TASK =
The answer must be the full data, restated word for word, with no pictures in it.

(Dataset records)
*** Begin section ***

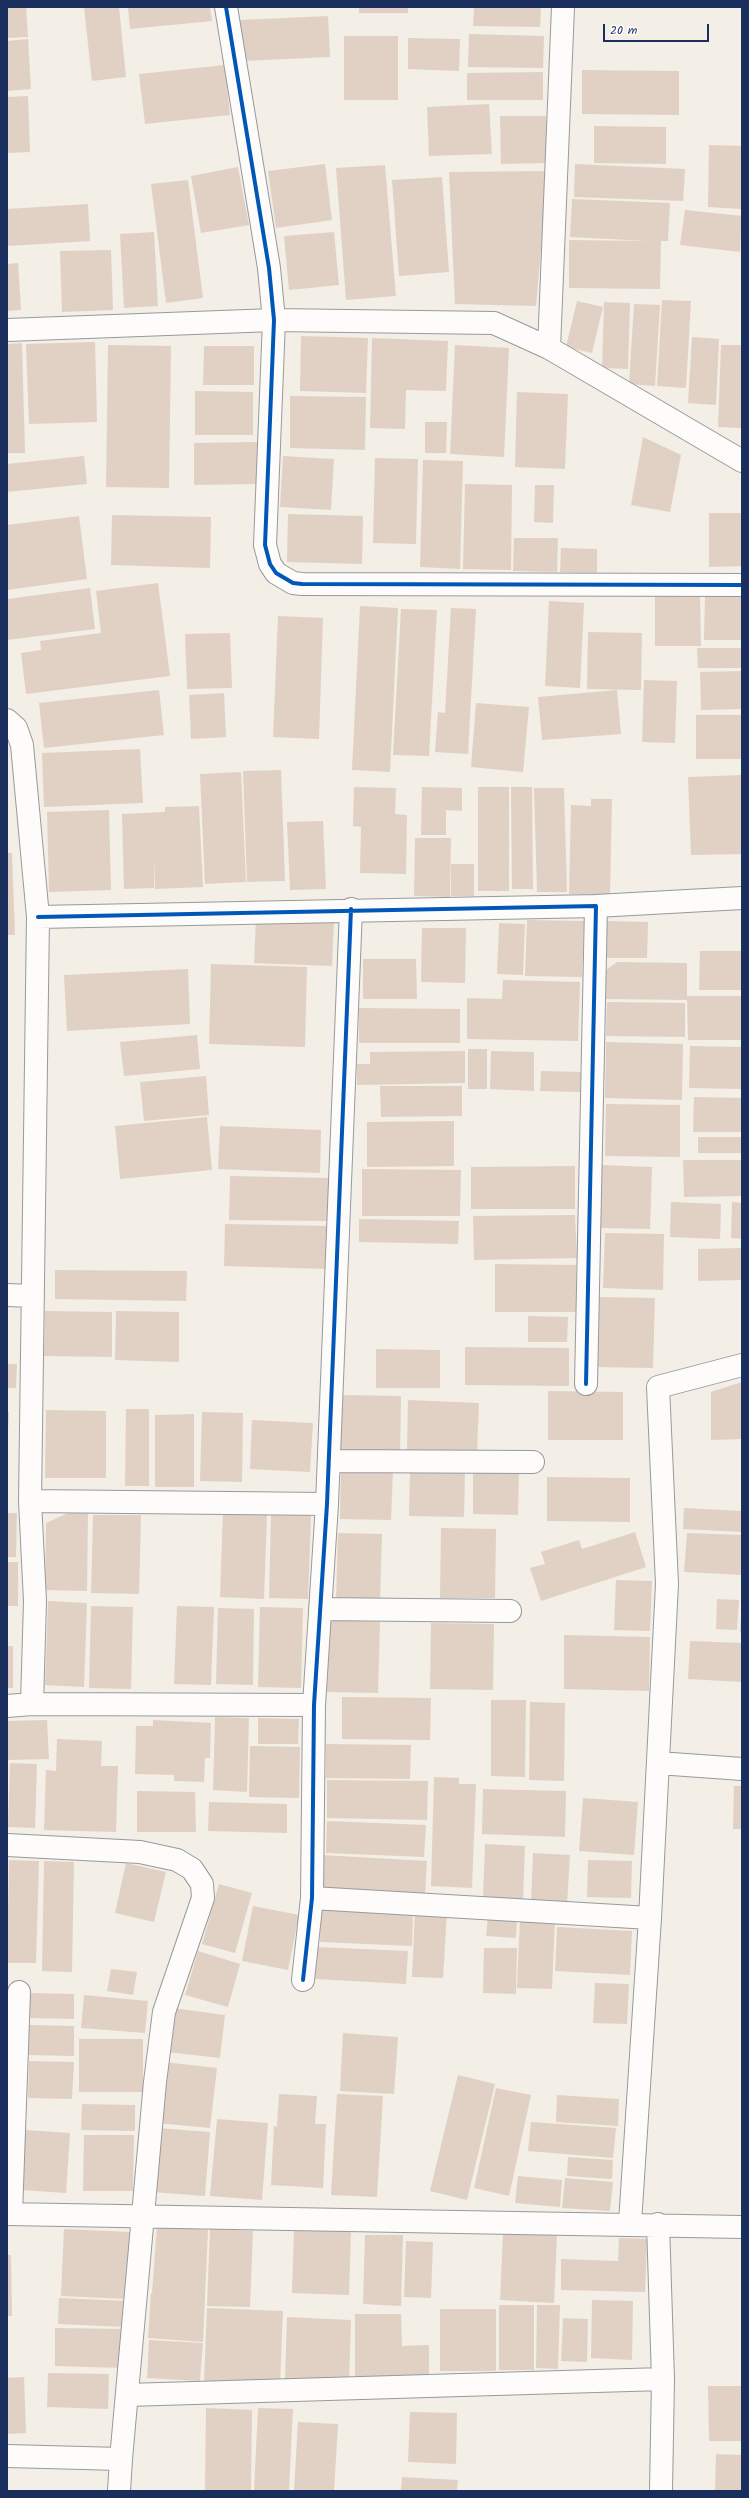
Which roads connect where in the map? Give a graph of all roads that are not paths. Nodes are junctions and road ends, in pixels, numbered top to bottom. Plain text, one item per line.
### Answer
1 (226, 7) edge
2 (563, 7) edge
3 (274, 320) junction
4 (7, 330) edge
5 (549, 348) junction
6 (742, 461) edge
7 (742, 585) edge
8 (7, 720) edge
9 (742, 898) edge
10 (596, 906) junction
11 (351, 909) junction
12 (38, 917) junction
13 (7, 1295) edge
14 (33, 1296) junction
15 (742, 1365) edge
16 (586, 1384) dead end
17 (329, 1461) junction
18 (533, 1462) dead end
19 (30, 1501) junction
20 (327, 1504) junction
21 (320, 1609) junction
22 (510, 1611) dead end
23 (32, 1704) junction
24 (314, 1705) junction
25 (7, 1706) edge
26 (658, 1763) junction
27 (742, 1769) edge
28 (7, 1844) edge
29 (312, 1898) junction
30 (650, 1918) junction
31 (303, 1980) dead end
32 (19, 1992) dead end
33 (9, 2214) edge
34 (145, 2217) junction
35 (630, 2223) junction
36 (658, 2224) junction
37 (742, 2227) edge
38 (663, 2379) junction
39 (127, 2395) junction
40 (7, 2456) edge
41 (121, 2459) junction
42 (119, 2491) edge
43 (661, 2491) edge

*** End section ***

FINISHED TASK =
Which roads connect where in the map? Give a graph of all roads that are not paths. Nodes are junctions and road ends, in pixels, numbered top to bottom. Plain text, one item per line.
### Answer
1 (226, 7) edge
2 (563, 7) edge
3 (274, 320) junction
4 (7, 330) edge
5 (549, 348) junction
6 (742, 461) edge
7 (742, 585) edge
8 (7, 720) edge
9 (742, 898) edge
10 (596, 906) junction
11 (351, 909) junction
12 (38, 917) junction
13 (7, 1295) edge
14 (33, 1296) junction
15 (742, 1365) edge
16 (586, 1384) dead end
17 (329, 1461) junction
18 (533, 1462) dead end
19 (30, 1501) junction
20 (327, 1504) junction
21 (320, 1609) junction
22 (510, 1611) dead end
23 (32, 1704) junction
24 (314, 1705) junction
25 (7, 1706) edge
26 (658, 1763) junction
27 (742, 1769) edge
28 (7, 1844) edge
29 (312, 1898) junction
30 (650, 1918) junction
31 (303, 1980) dead end
32 (19, 1992) dead end
33 (9, 2214) edge
34 (145, 2217) junction
35 (630, 2223) junction
36 (658, 2224) junction
37 (742, 2227) edge
38 (663, 2379) junction
39 (127, 2395) junction
40 (7, 2456) edge
41 (121, 2459) junction
42 (119, 2491) edge
43 (661, 2491) edge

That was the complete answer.